The other person recently graduated from college and works for a healthcare group. He said that one of the company's healthcare clients ordered 2,000 Surface Pro 3s. Stagnant Apple innovation is an opportunity.
The fruit-logo company's success among creative professionals and in education is legendary and longstanding. Surface shows Microsoft's best, but rough waters bash the sloop even as the winds change in favorable direction. Windows 8.1 and Windows 8 aren't first in line for the best apps. When Apple couldn't get them, it rolled its own -- Garage Band, iMovie, iPhoto, and iTunes, for example. Then came professional apps, largely for people who create digital media content. Microsoft must make more apps and even pay developers to create them.
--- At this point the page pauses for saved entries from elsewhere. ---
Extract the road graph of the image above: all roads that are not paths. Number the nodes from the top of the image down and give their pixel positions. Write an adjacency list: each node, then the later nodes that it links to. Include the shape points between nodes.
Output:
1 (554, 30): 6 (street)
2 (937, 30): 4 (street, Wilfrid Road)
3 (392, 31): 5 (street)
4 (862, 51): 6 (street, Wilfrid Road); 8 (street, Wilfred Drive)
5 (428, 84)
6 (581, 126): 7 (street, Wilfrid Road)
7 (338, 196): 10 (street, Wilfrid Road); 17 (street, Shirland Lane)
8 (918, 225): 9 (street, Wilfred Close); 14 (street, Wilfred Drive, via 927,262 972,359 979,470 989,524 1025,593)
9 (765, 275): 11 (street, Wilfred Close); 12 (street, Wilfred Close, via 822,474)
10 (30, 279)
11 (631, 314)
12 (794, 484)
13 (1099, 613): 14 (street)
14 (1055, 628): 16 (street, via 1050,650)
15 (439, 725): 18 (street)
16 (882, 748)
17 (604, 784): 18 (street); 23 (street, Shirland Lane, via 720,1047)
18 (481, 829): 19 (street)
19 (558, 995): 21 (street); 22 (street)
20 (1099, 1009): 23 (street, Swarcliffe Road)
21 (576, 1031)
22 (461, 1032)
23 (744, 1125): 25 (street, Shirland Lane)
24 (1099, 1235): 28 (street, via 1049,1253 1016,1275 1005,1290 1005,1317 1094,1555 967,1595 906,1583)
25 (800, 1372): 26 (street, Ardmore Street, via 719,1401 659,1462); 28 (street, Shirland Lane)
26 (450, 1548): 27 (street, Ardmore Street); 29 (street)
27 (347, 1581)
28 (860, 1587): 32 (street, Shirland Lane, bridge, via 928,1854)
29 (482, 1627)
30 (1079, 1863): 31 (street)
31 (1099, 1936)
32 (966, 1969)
Office isn't enough. There the branding effort around Surface and other products works. Example: Last week while in Panera Bread one morning, I saw some businessman using what I assumed was Surface Pro 2. Nope. ARM-based Surface 2, which can only run apps from Windows Store. The guy could have modeled for a Microsoft commercial. He praised the tablet's hybrid PC utility and capability to run Office. His next laptop will be Surface.
Well, hell, he is exactly the kind of customer two years of Surface commercials target. If indicative of any trend, Microsoft's message reaches the Office, business crowd. But most people don't create content in PowerPoint or Word. They're using apps to share moments -- pics, vids, and short texts. Then there are professionals pining for a tablet with pen that's good enough as a PC. Microsoft must give them what they need.
Evangelism is Everything
But apps, or even supporting cloud services aren't enough. Apple's core sustaining success before becoming a popular consumer brand is community. People belonged to something that made them feel special, understood. That's the brand cache Microsoft lacks but in some ways once had.
I have long said that enthusiasts make the best marketers. If your customers love you, they will evangelize your brand. Microsoft had strong enthusiast community during the 1990s, and it got needed revival with launch of Channel 9 during the last decade and Robert Scoble as chief blogger evangelist. Markets aren't found, they are made. Brand building requires aggressive, consistent promotion. Microsoft must expand beyond businesses and Office to creatives and other professionals or consumers. They need apps, and they need to feel special. To belong. Apple takes them for granted. Microsoft shouldn't.
Microsoft should promote or hire (Hell, I'd do the job) a new chief evangelist and broaden product marketing for stuff the company makes, starting with Surface and Nokia phones. Why is Nokia such an invisible brand, while iPhone 5s floods primetime commercials? People won't buy something they don't know about, or for which they don't feel something. Disdain is better than nothing! Microsoft is cool again -- cooler than Apple -- but people don't know if they aren't told.
Microsoft should be an aspirational brand, selling products that promise to make people's lives better. The company did just that over three decades by driving the personal computing revolution to the masses. Apple usurped leadership with iPhone and iPad. Time is come for Microsoft to reclaim through innovation and evangelism what was lost.